Creates a categorical column specification

    Creates a categorical column specification

    step_categorical_column_with_vocabulary_list(
      spec,
      ...,
      vocabulary_list = NULL,
      dtype = NULL,
      default_value = -1L,
      num_oov_buckets = 0L
    )

    Arguments

    spec

    A feature specification created with feature_spec().

    ...

    Comma separated list of variable names to apply the step. selectors can also be used.

    vocabulary_list

    An ordered iterable defining the vocabulary. Each feature is mapped to the index of its value (if present) in vocabulary_list. Must be castable to dtype. If NULL the vocabulary will be defined as all unique values in the dataset provided when fitting the specification.

    dtype

    The type of features.
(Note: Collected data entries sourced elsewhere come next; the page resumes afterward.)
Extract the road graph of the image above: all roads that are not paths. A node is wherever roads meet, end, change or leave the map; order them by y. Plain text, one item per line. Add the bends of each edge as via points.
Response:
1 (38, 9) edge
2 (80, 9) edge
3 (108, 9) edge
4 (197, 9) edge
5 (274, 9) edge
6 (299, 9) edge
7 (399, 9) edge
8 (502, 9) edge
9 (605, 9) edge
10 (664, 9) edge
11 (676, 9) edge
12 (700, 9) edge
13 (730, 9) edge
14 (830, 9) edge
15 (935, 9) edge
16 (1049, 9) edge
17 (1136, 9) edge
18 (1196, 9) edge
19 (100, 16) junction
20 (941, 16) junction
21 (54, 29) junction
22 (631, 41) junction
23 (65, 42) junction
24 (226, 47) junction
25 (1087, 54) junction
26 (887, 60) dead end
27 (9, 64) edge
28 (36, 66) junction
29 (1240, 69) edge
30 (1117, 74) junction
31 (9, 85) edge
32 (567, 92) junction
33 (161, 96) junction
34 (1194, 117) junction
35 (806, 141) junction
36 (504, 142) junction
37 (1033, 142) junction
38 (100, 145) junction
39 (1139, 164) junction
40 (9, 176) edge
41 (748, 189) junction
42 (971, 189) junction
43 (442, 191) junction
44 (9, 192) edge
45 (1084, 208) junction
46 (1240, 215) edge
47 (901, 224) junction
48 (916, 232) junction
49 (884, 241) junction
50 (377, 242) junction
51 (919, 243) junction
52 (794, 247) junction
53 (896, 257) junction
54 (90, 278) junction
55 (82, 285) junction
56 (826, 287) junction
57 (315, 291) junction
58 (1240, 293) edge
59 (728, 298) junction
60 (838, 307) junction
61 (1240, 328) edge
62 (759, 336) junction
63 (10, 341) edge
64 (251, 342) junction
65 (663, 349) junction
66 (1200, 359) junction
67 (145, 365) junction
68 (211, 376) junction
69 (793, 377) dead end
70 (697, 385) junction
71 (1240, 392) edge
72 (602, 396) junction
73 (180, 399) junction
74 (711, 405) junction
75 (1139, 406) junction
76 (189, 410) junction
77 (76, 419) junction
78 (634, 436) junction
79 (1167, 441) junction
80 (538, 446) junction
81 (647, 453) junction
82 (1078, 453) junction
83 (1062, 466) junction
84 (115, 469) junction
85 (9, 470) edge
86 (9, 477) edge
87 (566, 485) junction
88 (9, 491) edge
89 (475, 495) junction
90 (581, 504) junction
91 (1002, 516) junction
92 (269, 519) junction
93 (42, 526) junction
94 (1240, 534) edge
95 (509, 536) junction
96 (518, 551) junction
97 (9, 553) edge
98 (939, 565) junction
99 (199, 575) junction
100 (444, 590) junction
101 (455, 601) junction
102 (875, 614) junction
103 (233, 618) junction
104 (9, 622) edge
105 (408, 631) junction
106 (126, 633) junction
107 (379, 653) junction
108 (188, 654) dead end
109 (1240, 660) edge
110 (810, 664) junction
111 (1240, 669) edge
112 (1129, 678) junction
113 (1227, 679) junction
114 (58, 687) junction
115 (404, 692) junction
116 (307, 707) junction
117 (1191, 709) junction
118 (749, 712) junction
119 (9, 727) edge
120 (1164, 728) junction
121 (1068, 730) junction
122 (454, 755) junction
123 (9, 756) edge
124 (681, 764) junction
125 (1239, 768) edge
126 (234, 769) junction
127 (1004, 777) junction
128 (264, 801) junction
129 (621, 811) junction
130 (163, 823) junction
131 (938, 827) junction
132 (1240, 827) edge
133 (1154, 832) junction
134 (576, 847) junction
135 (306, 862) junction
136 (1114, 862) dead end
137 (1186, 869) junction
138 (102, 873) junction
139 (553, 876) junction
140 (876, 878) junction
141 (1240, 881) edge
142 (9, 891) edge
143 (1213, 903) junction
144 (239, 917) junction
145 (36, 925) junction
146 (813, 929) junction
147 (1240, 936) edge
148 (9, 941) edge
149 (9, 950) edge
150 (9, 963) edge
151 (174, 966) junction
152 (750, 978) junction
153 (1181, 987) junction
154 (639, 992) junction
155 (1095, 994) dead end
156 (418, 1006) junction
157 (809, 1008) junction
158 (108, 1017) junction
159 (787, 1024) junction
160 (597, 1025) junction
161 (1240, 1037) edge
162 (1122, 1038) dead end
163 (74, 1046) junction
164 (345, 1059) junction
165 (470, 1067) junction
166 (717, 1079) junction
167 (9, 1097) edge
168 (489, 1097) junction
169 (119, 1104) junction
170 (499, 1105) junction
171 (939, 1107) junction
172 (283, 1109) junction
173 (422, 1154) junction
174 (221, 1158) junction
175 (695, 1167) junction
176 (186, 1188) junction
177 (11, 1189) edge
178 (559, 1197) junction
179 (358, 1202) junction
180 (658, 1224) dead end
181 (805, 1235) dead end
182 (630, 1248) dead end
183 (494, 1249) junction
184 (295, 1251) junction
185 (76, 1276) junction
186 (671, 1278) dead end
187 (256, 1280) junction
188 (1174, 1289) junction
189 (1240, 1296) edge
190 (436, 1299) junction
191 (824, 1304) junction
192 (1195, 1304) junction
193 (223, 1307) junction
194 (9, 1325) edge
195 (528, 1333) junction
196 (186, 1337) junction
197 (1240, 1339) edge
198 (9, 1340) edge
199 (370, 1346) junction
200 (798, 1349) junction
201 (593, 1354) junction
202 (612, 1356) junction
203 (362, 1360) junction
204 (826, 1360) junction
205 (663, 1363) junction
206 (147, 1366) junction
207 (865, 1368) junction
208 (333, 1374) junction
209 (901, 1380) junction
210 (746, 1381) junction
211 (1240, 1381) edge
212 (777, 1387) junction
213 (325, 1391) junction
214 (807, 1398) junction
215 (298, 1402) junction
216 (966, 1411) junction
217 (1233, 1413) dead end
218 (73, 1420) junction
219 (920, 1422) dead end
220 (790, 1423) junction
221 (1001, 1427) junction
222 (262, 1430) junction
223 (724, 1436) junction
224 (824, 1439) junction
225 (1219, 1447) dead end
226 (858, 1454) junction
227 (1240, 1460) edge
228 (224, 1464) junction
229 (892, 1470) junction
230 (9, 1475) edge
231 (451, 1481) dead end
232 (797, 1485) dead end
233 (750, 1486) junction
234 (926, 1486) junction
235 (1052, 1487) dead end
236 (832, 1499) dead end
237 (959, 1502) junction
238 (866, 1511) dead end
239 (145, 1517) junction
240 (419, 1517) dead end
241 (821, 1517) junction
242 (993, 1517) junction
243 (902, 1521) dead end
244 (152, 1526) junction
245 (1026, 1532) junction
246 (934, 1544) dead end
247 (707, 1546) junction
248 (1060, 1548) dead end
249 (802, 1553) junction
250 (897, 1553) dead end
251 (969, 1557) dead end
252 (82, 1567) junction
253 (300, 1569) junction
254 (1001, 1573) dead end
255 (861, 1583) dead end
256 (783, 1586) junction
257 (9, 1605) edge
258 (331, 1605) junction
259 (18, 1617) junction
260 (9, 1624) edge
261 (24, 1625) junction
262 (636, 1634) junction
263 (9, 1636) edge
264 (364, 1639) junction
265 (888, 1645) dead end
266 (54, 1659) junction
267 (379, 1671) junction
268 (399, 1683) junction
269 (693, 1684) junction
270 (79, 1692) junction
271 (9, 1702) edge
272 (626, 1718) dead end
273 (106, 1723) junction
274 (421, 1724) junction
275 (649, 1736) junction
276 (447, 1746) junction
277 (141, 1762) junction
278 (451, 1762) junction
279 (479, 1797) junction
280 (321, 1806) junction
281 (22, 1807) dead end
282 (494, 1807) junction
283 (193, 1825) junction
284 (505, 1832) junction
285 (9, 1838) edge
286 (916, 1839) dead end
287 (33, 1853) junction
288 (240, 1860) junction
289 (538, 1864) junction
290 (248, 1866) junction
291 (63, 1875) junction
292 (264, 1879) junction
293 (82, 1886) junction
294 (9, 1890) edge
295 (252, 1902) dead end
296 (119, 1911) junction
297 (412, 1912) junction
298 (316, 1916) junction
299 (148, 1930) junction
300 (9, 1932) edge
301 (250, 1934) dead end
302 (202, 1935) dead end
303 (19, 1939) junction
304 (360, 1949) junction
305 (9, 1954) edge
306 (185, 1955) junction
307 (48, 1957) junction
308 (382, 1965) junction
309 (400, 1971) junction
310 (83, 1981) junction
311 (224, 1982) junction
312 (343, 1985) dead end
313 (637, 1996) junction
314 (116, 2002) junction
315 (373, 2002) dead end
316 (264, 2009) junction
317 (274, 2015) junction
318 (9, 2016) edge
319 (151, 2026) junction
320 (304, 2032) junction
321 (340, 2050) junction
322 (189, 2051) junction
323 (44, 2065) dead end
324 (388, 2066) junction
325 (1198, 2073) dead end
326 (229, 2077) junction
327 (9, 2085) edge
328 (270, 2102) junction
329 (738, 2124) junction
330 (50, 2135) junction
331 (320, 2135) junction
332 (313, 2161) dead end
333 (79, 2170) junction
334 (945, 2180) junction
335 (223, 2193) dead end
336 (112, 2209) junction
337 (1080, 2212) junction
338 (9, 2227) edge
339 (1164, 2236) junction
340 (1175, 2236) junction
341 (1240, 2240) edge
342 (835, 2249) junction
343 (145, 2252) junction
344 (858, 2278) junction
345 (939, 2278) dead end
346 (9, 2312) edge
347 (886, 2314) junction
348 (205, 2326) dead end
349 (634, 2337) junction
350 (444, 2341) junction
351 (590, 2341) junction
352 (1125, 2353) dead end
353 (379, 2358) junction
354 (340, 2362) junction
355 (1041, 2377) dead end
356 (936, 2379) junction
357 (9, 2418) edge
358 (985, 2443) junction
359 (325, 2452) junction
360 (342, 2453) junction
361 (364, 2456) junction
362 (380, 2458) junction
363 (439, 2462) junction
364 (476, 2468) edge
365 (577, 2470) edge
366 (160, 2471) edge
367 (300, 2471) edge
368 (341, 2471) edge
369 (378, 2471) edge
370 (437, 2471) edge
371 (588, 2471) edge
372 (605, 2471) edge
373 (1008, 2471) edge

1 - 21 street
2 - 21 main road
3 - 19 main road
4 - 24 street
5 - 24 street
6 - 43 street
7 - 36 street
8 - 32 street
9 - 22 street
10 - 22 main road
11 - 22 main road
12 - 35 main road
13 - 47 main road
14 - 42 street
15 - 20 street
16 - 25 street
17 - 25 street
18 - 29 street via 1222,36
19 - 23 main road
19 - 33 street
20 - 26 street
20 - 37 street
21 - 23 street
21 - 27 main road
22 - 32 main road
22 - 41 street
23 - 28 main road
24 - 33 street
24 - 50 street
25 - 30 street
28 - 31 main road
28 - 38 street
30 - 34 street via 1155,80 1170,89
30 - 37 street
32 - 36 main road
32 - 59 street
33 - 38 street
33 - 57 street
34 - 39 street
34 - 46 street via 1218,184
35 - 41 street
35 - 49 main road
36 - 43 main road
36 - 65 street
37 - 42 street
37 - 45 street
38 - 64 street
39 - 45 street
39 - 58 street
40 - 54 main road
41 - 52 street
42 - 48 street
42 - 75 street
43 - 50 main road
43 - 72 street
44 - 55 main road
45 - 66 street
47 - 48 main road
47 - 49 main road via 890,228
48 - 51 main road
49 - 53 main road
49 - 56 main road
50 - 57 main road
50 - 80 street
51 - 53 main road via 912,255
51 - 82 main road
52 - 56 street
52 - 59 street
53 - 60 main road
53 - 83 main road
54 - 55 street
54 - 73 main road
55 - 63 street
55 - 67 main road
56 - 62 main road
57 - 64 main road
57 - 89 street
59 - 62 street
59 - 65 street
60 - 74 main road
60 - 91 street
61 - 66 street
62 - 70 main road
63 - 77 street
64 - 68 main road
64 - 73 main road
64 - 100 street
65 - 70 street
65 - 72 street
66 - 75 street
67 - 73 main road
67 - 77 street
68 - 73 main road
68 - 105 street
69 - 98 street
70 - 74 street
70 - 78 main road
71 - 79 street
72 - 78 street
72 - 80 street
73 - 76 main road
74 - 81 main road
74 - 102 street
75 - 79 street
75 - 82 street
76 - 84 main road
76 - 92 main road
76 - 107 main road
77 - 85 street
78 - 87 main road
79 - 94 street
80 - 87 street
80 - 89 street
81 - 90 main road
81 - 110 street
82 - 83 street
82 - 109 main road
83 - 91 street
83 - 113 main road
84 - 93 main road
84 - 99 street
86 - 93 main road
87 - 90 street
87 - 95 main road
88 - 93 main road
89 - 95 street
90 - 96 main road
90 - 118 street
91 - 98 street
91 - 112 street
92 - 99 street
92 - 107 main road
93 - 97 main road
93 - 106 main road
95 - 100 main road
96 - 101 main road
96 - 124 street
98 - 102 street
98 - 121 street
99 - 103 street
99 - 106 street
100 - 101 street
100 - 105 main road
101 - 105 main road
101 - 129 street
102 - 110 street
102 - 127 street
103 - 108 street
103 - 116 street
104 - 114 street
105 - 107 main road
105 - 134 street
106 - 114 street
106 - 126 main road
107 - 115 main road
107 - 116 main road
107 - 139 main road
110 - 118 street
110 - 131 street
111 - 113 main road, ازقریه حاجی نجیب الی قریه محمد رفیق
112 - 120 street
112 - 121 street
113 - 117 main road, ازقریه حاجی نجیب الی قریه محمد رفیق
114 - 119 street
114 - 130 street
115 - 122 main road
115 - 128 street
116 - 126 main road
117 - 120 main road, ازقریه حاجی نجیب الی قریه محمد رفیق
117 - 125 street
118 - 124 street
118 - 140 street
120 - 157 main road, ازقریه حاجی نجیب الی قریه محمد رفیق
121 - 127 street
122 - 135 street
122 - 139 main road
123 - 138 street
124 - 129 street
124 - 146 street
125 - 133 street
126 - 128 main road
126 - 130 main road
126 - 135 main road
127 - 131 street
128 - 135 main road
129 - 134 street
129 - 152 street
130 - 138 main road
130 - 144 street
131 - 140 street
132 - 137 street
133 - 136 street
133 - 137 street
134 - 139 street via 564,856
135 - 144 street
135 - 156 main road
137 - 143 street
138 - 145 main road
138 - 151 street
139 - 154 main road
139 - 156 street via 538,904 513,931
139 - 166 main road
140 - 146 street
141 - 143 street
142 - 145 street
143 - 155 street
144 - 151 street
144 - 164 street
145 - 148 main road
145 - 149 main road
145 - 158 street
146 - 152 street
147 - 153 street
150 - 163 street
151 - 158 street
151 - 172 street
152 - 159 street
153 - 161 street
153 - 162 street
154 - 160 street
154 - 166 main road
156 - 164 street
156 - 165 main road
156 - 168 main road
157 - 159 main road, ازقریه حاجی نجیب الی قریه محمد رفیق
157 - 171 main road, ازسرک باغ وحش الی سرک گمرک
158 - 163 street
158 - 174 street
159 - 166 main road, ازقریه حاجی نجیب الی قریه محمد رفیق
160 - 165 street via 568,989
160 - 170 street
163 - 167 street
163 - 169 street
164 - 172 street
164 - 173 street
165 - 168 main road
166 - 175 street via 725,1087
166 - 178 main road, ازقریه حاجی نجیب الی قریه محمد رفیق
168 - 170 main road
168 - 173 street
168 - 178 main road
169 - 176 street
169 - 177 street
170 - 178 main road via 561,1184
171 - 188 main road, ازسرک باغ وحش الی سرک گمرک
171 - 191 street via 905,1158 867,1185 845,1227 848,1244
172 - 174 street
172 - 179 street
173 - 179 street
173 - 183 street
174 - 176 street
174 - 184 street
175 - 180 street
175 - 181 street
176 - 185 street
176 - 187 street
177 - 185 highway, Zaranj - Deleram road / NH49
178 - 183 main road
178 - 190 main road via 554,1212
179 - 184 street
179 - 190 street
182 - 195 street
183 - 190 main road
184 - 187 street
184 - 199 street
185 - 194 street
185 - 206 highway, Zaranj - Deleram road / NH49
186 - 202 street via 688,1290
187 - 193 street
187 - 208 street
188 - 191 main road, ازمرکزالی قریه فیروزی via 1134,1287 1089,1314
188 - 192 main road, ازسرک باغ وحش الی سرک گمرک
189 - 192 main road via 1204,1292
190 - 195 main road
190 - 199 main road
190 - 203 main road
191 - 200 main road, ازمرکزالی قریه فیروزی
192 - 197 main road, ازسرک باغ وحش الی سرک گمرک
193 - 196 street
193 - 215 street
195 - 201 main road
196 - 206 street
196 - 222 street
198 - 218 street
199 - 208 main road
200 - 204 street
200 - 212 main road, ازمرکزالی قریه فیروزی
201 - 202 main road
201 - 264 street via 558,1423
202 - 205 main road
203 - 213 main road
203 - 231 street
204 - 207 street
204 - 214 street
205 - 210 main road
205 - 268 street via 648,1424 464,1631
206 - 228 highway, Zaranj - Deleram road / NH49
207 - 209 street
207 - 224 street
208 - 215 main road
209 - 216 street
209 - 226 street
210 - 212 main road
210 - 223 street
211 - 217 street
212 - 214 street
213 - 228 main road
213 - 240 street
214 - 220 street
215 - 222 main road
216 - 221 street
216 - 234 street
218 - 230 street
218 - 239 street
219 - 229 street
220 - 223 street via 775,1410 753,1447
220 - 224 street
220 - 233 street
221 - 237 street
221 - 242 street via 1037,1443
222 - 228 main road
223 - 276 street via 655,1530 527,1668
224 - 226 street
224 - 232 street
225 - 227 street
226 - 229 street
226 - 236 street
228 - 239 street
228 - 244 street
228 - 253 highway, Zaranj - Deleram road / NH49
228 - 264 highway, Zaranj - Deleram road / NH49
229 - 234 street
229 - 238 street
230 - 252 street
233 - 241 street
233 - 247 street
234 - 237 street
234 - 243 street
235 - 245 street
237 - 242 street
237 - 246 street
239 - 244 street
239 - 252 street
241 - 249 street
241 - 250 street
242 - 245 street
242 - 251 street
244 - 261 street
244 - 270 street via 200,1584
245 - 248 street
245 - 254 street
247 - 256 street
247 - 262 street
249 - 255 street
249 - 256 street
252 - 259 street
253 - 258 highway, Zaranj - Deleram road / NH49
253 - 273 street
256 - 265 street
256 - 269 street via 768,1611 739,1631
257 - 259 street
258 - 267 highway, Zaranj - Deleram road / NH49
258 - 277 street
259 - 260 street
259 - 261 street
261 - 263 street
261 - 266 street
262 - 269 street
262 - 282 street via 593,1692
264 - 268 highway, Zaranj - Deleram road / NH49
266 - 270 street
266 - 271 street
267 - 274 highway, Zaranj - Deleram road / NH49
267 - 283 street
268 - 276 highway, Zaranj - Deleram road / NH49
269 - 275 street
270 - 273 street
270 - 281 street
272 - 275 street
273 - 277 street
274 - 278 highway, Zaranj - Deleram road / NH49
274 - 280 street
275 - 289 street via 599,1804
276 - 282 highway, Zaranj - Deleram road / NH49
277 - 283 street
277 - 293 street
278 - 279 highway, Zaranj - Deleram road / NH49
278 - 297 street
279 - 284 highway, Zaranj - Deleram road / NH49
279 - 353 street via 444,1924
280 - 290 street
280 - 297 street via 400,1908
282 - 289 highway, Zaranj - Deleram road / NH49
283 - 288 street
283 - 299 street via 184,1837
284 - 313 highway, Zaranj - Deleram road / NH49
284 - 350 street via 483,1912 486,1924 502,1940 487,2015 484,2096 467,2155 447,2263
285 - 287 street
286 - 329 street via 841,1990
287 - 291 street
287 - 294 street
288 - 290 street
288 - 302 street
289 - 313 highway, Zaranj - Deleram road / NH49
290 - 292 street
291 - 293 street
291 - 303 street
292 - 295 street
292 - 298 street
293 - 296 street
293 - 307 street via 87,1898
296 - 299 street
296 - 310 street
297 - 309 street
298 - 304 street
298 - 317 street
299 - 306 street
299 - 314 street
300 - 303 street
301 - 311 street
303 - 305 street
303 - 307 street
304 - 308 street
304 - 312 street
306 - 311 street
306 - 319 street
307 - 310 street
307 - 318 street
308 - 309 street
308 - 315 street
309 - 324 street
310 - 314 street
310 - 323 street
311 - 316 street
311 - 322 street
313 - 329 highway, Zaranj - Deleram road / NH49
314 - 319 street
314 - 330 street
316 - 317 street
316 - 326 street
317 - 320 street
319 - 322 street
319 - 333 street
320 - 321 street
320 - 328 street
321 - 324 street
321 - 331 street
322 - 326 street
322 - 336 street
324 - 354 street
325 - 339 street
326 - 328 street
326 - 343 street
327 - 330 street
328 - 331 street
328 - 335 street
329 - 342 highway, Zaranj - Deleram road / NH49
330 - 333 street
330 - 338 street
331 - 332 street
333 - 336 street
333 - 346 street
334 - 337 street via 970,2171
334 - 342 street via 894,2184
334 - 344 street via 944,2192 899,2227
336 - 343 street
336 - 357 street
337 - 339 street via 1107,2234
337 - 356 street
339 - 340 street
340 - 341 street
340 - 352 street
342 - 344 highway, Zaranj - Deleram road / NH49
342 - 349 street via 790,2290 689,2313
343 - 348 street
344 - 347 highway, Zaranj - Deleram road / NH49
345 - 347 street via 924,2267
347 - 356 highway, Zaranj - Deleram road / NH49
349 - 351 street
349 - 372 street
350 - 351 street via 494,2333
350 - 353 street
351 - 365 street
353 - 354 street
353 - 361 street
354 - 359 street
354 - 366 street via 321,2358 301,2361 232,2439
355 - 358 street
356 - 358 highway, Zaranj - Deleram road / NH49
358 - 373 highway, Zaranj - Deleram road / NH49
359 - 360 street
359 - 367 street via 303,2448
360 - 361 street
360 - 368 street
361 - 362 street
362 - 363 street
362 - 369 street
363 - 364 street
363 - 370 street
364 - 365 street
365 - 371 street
Only string and integer types are supported. If NULL, it will be inferred from vocabulary_list.

    default_value

    The integer ID value to return for out-of-vocabulary feature values, defaults to -1. This can not be specified with a positive num_oov_buckets.

    num_oov_buckets

    Non-negative integer, the number of out-of-vocabulary buckets. All out-of-vocabulary inputs will be assigned IDs in the range [lenght(vocabulary_list), length(vocabulary_list)+num_oov_buckets) based on a hash of the input value. A positive num_oov_buckets can not be specified with default_value.

    Value

    a FeatureSpec object.

    See also

    Examples

    if (FALSE) { library(tfdatasets) data(hearts) hearts <- tensor_slices_dataset(hearts) %>% dataset_batch(32) # use the formula interface spec <- feature_spec(hearts, target ~ thal) %>% step_categorical_column_with_vocabulary_list(thal) spec_fit <- fit(spec) final_dataset <- hearts %>% dataset_use_spec(spec_fit) }